What to work on » Repeat every line below exactly as it reads.

Data records »
───

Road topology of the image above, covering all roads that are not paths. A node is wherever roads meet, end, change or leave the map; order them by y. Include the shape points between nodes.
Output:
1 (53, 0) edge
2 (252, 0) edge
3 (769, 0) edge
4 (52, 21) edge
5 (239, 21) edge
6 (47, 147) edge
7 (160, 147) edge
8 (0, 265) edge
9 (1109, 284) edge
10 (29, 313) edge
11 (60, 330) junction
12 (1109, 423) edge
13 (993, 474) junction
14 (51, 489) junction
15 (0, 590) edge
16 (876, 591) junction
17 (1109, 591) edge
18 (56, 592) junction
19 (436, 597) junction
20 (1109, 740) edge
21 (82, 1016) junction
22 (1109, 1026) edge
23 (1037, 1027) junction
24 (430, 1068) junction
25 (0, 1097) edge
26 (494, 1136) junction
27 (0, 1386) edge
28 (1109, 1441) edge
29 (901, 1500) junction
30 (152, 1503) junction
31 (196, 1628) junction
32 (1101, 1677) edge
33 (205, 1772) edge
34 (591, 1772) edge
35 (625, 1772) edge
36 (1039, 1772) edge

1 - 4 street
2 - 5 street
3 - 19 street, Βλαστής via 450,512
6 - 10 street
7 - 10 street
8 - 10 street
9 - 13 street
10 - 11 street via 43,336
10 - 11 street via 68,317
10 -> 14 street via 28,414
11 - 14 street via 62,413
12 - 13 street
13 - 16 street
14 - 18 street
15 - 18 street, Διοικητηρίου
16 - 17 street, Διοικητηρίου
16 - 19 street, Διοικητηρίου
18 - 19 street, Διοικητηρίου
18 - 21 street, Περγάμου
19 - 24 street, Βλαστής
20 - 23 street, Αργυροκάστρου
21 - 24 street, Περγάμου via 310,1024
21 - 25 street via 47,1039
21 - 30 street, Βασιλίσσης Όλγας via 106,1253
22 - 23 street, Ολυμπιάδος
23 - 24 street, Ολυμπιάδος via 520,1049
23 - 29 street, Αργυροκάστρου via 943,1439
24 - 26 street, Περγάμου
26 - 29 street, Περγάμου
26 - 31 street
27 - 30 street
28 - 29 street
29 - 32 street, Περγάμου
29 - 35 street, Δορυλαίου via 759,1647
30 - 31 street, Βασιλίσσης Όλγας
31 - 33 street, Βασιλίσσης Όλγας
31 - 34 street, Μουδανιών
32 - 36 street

───

Task answer »
Road topology of the image above, covering all roads that are not paths. A node is wherever roads meet, end, change or leave the map; order them by y. Include the shape points between nodes.
Output:
1 (53, 0) edge
2 (252, 0) edge
3 (769, 0) edge
4 (52, 21) edge
5 (239, 21) edge
6 (47, 147) edge
7 (160, 147) edge
8 (0, 265) edge
9 (1109, 284) edge
10 (29, 313) edge
11 (60, 330) junction
12 (1109, 423) edge
13 (993, 474) junction
14 (51, 489) junction
15 (0, 590) edge
16 (876, 591) junction
17 (1109, 591) edge
18 (56, 592) junction
19 (436, 597) junction
20 (1109, 740) edge
21 (82, 1016) junction
22 (1109, 1026) edge
23 (1037, 1027) junction
24 (430, 1068) junction
25 (0, 1097) edge
26 (494, 1136) junction
27 (0, 1386) edge
28 (1109, 1441) edge
29 (901, 1500) junction
30 (152, 1503) junction
31 (196, 1628) junction
32 (1101, 1677) edge
33 (205, 1772) edge
34 (591, 1772) edge
35 (625, 1772) edge
36 (1039, 1772) edge

1 - 4 street
2 - 5 street
3 - 19 street, Βλαστής via 450,512
6 - 10 street
7 - 10 street
8 - 10 street
9 - 13 street
10 - 11 street via 43,336
10 - 11 street via 68,317
10 -> 14 street via 28,414
11 - 14 street via 62,413
12 - 13 street
13 - 16 street
14 - 18 street
15 - 18 street, Διοικητηρίου
16 - 17 street, Διοικητηρίου
16 - 19 street, Διοικητηρίου
18 - 19 street, Διοικητηρίου
18 - 21 street, Περγάμου
19 - 24 street, Βλαστής
20 - 23 street, Αργυροκάστρου
21 - 24 street, Περγάμου via 310,1024
21 - 25 street via 47,1039
21 - 30 street, Βασιλίσσης Όλγας via 106,1253
22 - 23 street, Ολυμπιάδος
23 - 24 street, Ολυμπιάδος via 520,1049
23 - 29 street, Αργυροκάστρου via 943,1439
24 - 26 street, Περγάμου
26 - 29 street, Περγάμου
26 - 31 street
27 - 30 street
28 - 29 street
29 - 32 street, Περγάμου
29 - 35 street, Δορυλαίου via 759,1647
30 - 31 street, Βασιλίσσης Όλγας
31 - 33 street, Βασιλίσσης Όλγας
31 - 34 street, Μουδανιών
32 - 36 street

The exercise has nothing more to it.